No successor Owner Trustee shall accept appointment as provided in this
Section unless at the time of such acceptance such successor Owner Trustee shall
be eligible pursuant to Section 10.01.
Upon acceptance of appointment by a successor Owner Trustee pursuant to
this Section, the Administrator shall mail notice thereof to all Owners, the
Insurer, the Indenture Trustee, the Noteholders and each Rating Agency. If the
Administrator shall fail to mail such notice within ten days after acceptance of
such appointment by the successor Owner Trustee, the successor Owner Trustee
shall cause such notice to be mailed at the expense of the Administrator.

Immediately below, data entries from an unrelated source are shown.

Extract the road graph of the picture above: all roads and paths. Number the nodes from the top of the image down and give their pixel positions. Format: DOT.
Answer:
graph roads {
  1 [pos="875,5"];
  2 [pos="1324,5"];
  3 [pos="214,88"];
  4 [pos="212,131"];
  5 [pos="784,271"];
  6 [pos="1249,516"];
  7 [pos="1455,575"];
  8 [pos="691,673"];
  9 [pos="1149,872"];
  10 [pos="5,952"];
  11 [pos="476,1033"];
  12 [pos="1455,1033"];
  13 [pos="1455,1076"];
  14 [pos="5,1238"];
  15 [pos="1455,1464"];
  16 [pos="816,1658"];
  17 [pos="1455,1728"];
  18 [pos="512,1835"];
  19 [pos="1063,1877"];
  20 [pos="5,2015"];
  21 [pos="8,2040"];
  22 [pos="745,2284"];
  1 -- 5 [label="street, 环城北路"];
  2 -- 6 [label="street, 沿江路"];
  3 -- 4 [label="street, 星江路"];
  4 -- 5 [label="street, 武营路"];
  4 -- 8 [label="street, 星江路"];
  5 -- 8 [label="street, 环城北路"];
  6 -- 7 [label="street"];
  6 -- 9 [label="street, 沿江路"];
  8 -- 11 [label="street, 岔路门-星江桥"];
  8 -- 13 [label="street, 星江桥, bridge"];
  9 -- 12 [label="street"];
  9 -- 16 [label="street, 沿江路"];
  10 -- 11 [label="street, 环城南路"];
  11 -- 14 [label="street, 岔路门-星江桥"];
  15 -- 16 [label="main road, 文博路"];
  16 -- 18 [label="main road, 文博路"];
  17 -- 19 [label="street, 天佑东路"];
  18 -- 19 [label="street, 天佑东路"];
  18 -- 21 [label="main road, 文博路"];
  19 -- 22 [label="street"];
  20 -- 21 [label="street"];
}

Section 10.04 Merger or Consolidation of Owner Trustee. Any corporation
into which the Owner Trustee may be merged or converted or with which it may be
consolidated, or any corporation resulting from any merger, conversion or
consolidation to which the Owner Trustee shall be a party, or any corporation
succeeding to all or substantially all of the corporate trust business of the
Owner Trustee, shall be the successor of the Owner Trustee hereunder, without
the execution or filing of any instrument or any further act on the part of any
of the parties hereto, anything herein to the contrary notwithstanding;
provided, that such corporation shall be eligible pursuant to Section 10.01 and,
provided, further, that the Owner Trustee shall mail notice of such merger or
consolidation to each Rating Agency.
Section 10.05 Appointment of Co-Trustee or Separate Trustee.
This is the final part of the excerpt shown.